START Provided information
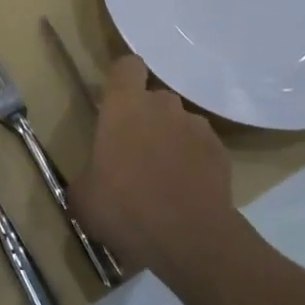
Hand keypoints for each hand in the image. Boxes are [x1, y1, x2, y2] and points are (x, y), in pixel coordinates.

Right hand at [73, 56, 235, 284]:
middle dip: (146, 119)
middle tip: (135, 154)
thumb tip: (91, 181)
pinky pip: (201, 147)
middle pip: (154, 98)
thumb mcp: (84, 199)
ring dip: (171, 141)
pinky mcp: (221, 151)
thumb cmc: (125, 208)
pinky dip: (194, 162)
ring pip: (179, 124)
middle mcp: (162, 105)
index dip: (122, 80)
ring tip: (165, 178)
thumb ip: (86, 178)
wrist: (189, 238)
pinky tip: (187, 192)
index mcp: (124, 106)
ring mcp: (196, 126)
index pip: (127, 66)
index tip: (115, 104)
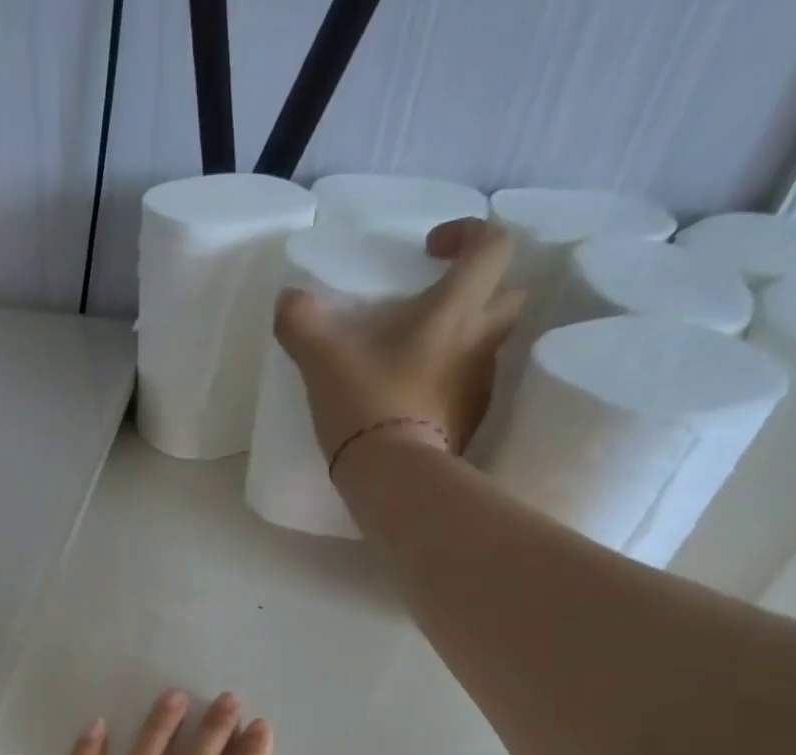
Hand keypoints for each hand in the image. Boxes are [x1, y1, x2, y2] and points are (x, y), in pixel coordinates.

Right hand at [273, 218, 524, 457]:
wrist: (394, 479)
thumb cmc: (368, 404)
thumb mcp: (322, 359)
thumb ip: (302, 321)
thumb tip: (288, 299)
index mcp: (457, 310)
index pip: (493, 245)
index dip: (469, 233)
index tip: (431, 251)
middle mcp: (481, 343)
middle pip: (507, 295)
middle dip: (479, 290)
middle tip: (435, 304)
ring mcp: (479, 389)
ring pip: (487, 346)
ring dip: (460, 341)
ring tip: (414, 358)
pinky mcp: (468, 426)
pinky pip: (466, 390)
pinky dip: (446, 385)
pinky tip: (411, 400)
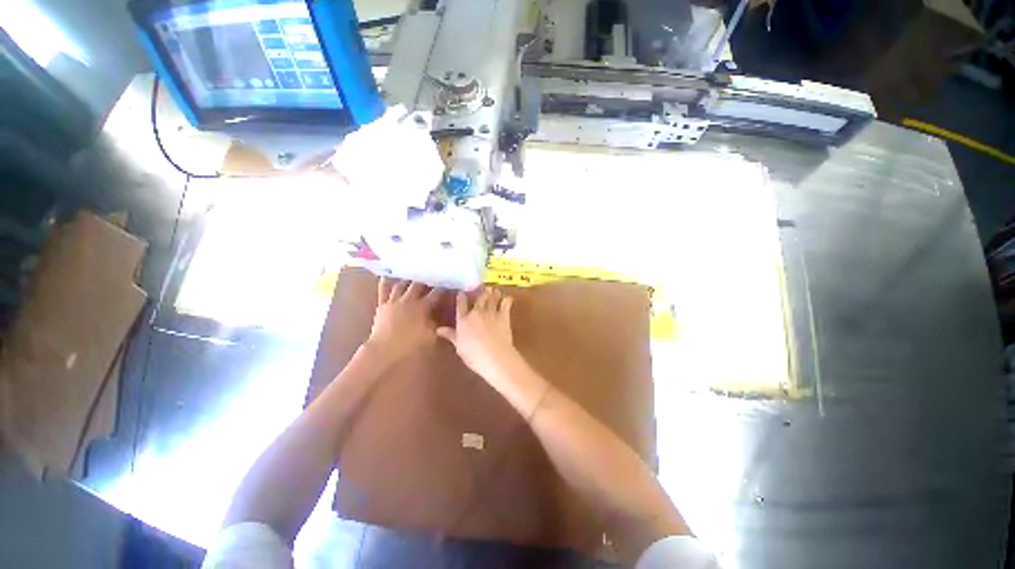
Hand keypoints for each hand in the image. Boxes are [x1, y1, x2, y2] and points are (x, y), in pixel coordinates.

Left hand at [367, 279, 441, 364]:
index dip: (443, 287)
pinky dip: (386, 282)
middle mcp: (409, 300)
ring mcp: (394, 301)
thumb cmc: (411, 346)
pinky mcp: (382, 305)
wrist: (384, 352)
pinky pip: (383, 290)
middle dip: (426, 280)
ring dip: (409, 280)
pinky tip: (387, 276)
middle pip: (419, 284)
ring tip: (414, 277)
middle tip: (431, 278)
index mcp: (423, 306)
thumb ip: (439, 323)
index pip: (436, 293)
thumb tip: (444, 315)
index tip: (449, 283)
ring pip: (402, 284)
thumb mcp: (432, 336)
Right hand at [437, 287, 521, 385]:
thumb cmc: (473, 355)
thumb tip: (438, 329)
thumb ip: (450, 335)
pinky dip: (506, 299)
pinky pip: (506, 303)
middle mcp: (477, 312)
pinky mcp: (504, 315)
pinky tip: (507, 298)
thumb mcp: (459, 346)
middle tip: (482, 287)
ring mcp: (491, 312)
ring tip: (493, 290)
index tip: (462, 292)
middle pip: (479, 297)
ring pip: (492, 297)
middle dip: (480, 291)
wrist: (494, 356)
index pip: (461, 304)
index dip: (461, 296)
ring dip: (493, 293)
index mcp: (463, 320)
END Provided information
Problem to work on ->
Count every line of the data above where "hand" appears, and give the total only.

Finished exercise ->
7